The defeat at Cannae also spread panic among Rome’s allies in southern Italy, although the central Italians remained steadfast in their loyalty. “The Campanians,” observed Livy, “could not only recover the territory taken from them unjustly by the Romans, but could also gain authority over Italy. For they would make a treaty with Hannibal on their own terms.” This hope was delusive; after Hannibal’s defeat, the Romans recaptured Capua, the capital of Campania, and inflicted dreadful reprisals on its citizens.
Hannibal’s presence in Italy did not and could not last, although the Romans, thanks to his military genius, were unable to beat him on their own land. They slowly drove him southward, and his army weakened as it went.

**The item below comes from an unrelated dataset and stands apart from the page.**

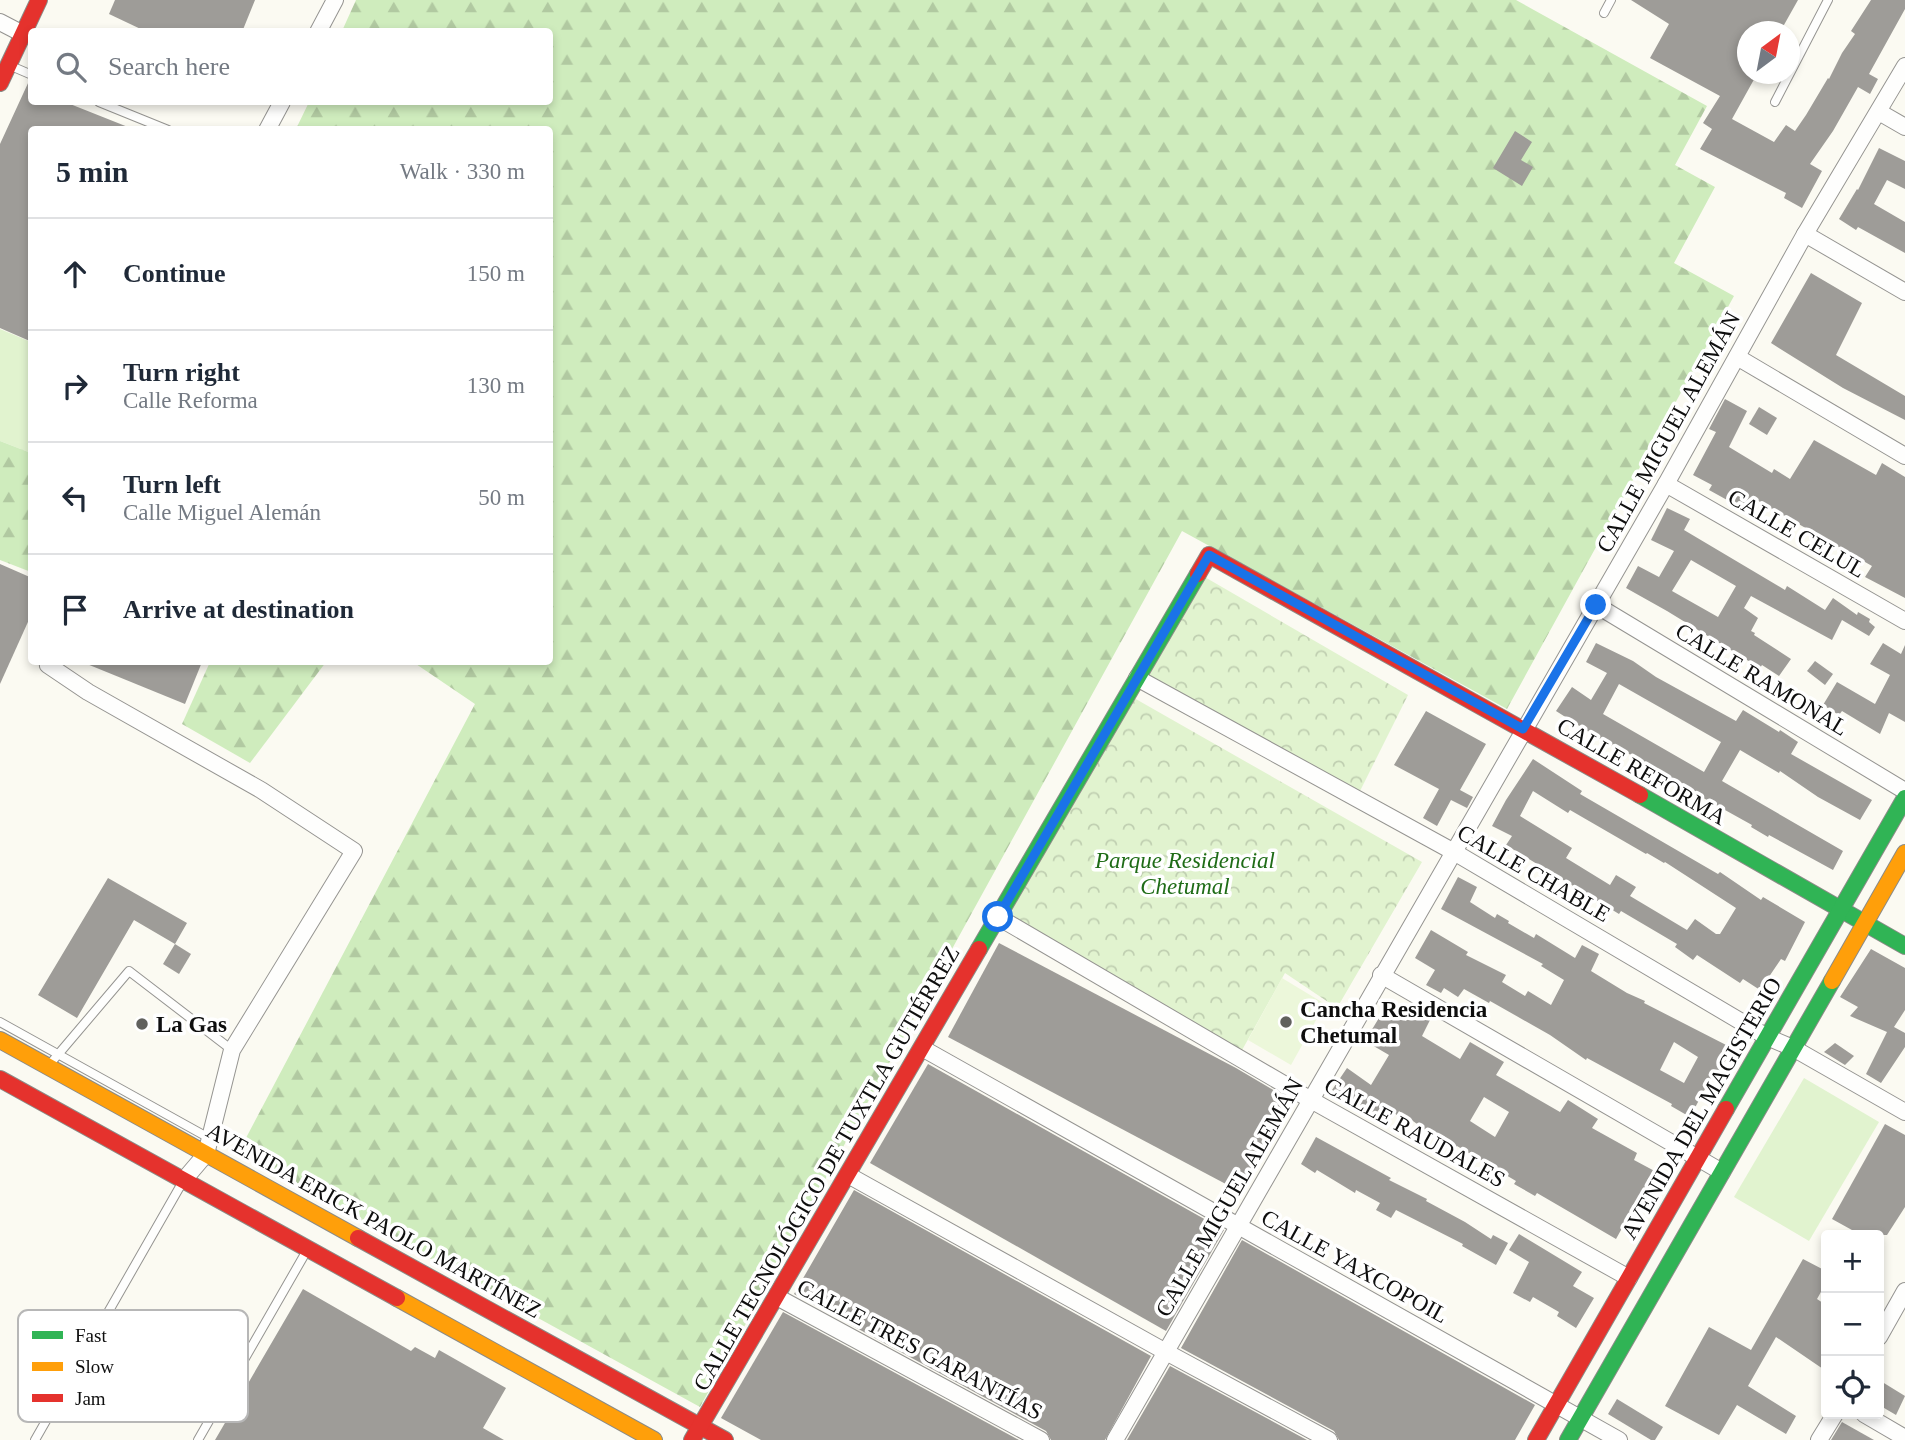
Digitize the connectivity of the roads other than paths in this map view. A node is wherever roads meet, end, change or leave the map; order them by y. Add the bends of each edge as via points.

His brother Hasdrubal led an army to Italy to strengthen Hannibal, but it failed, and in 207 B.C.E. a Roman army defeated him at the Metaurus. In the end, Hannibal could only leave Italy because Rome launched an expedition, under Scipio, against Carthage itself. This compelled Hannibal to withdraw to Africa to fight in defense of his own country. In 202 B.C.E., Hannibal was defeated by an Italian for the first time, at the Battle of Zama, in North Africa, on Punic territory. The Romans now had at least a partial revenge for Cannae, though not on the same scale of slaughter. But Carthage would never be a Mediterranean sea-power again; her place had been wrested from her, finally, by Rome.

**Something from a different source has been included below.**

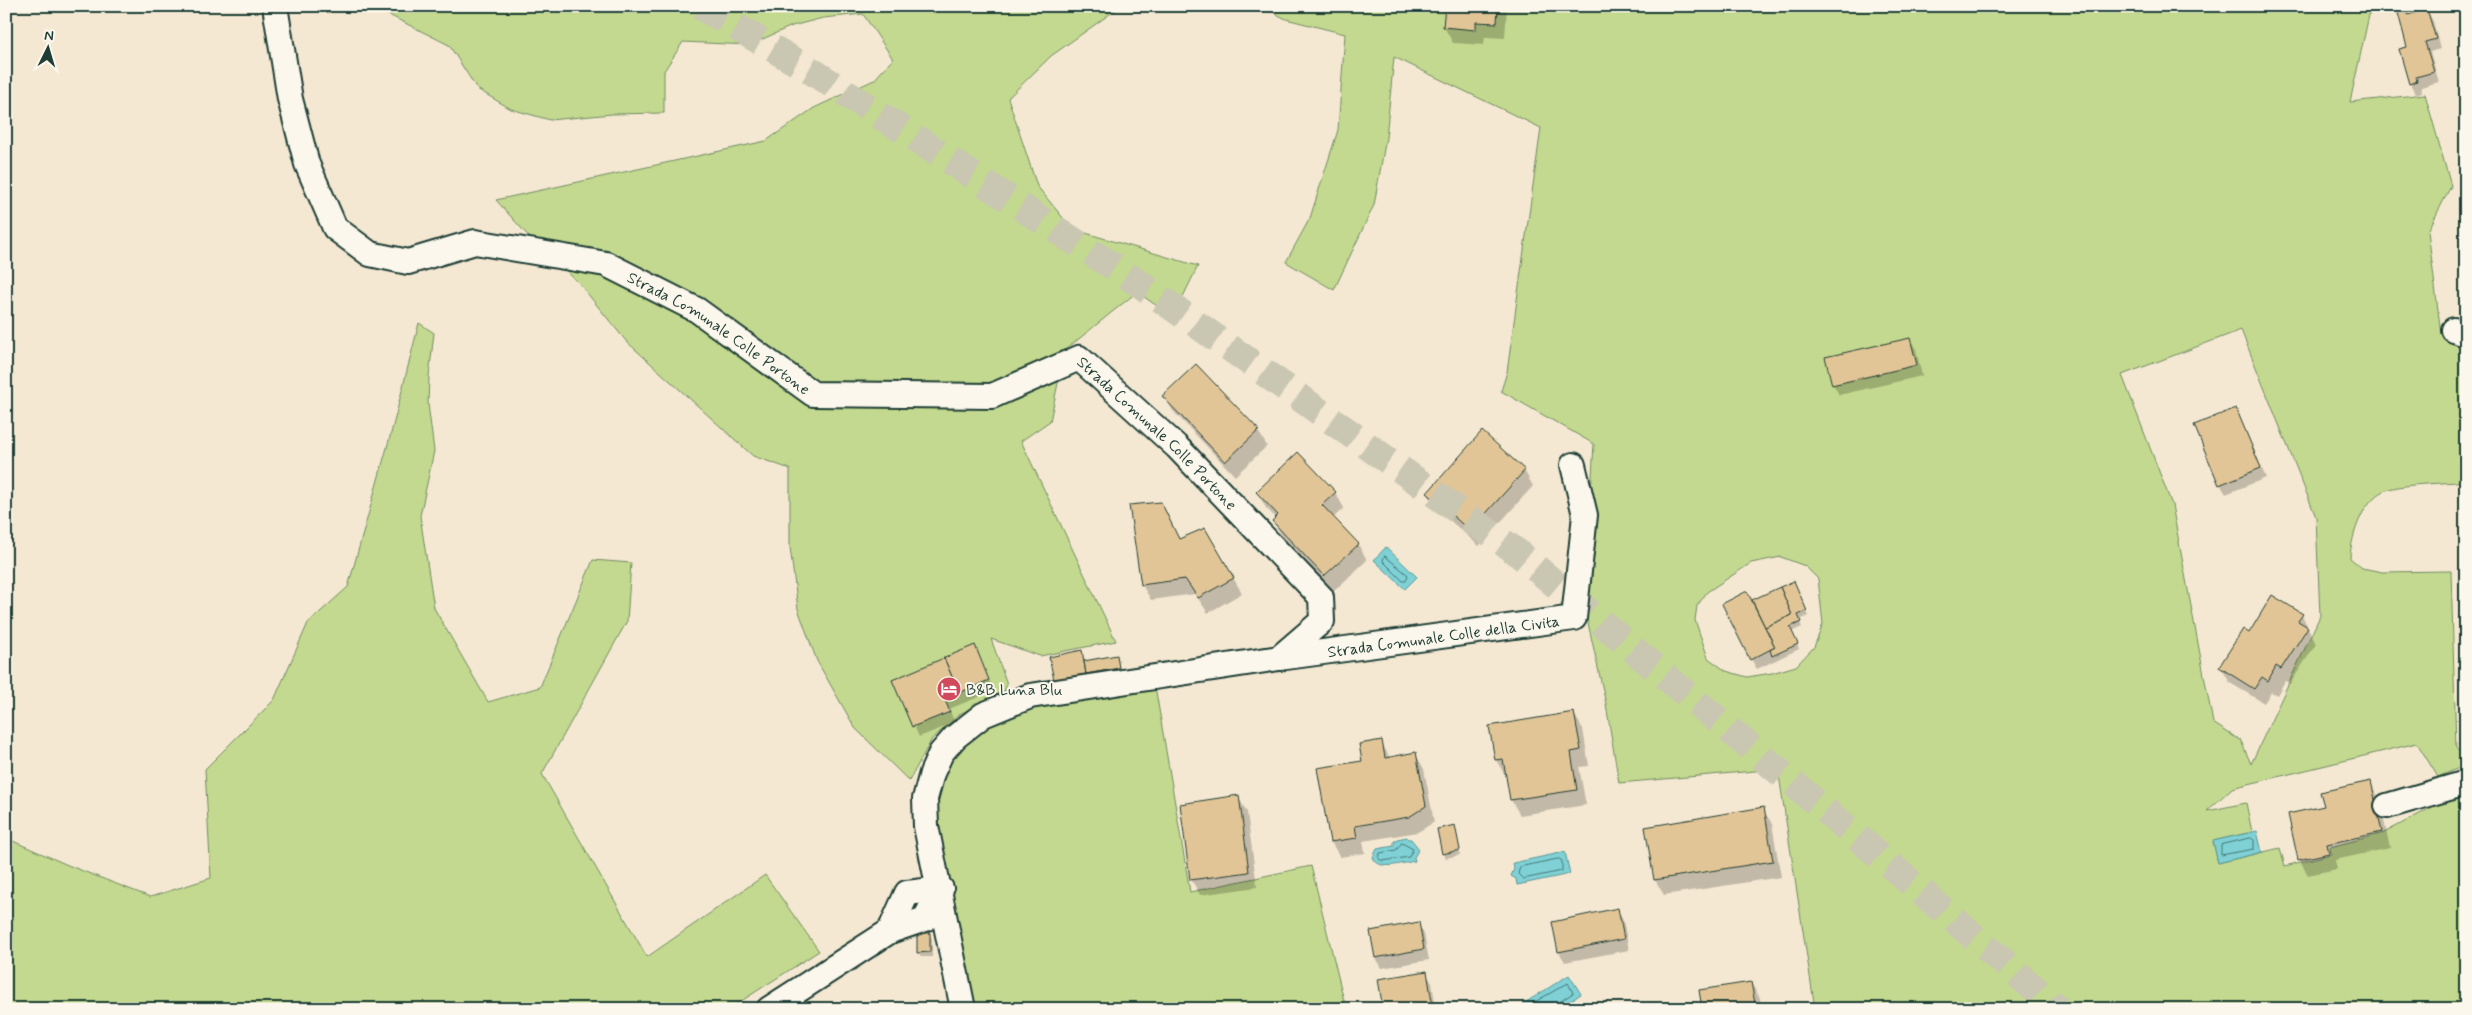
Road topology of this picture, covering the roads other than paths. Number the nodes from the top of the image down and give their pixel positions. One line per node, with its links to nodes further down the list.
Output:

The Hannibalic wars had inflicted changes on Rome that were longer-lasting and in some ways deeper than military loss. Sometimes an extreme and traumatic defeat in war will provoke a spasm of religious faith among the losers, and this appears to have happened in Rome in the years after Cannae. All sorts of cults and previously exotic or marginal beliefs began to make their appearance, especially among Roman women, who could always be counted on for religious experiment. People traumatized by colossal defeat will not be satisfied by a merely ceremonial state religion. They will want the gods to come closer, to care and protect, to be more responsive to prayer and sacrifice.

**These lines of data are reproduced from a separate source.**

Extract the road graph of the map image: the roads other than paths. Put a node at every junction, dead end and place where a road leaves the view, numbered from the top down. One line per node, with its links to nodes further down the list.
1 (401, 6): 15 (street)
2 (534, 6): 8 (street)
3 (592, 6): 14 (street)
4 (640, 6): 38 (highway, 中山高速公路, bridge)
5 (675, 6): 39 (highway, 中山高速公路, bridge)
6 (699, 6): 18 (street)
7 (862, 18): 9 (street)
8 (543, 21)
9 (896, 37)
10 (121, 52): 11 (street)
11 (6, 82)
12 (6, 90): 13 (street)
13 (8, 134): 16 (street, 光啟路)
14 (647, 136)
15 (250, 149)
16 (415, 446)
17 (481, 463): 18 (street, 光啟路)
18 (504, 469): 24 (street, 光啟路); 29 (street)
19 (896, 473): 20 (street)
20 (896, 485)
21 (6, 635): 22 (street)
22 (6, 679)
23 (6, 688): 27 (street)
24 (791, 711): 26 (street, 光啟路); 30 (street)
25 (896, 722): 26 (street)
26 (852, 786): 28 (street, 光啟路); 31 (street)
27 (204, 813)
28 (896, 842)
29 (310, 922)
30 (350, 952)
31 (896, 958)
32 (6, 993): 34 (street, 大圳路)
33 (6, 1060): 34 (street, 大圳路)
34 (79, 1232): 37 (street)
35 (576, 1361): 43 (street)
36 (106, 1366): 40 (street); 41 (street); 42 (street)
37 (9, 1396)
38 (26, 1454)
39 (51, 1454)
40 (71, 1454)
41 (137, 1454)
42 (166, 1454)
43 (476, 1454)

These needs would not be met either by the vague gods of traditional Roman religion or by the sterner new ones. But Greek gods filled the bill. Their images, and the rituals addressed to them, were less rigid, more humanly sympathetic and participatory. Rome now saw an expansion of Greek-based mystery religions. And there was a growing constituency for them, because Rome had an immense desire to be regarded as a part of the Greek-civilized world. Rome wanted a national literature along Greek models, starting with Homer. More and more, its intellectuals and politicians regarded Greek as the true language of civilization, especially now that so much of Greece had been absorbed by conquest and treaty into the heart and soul of Rome.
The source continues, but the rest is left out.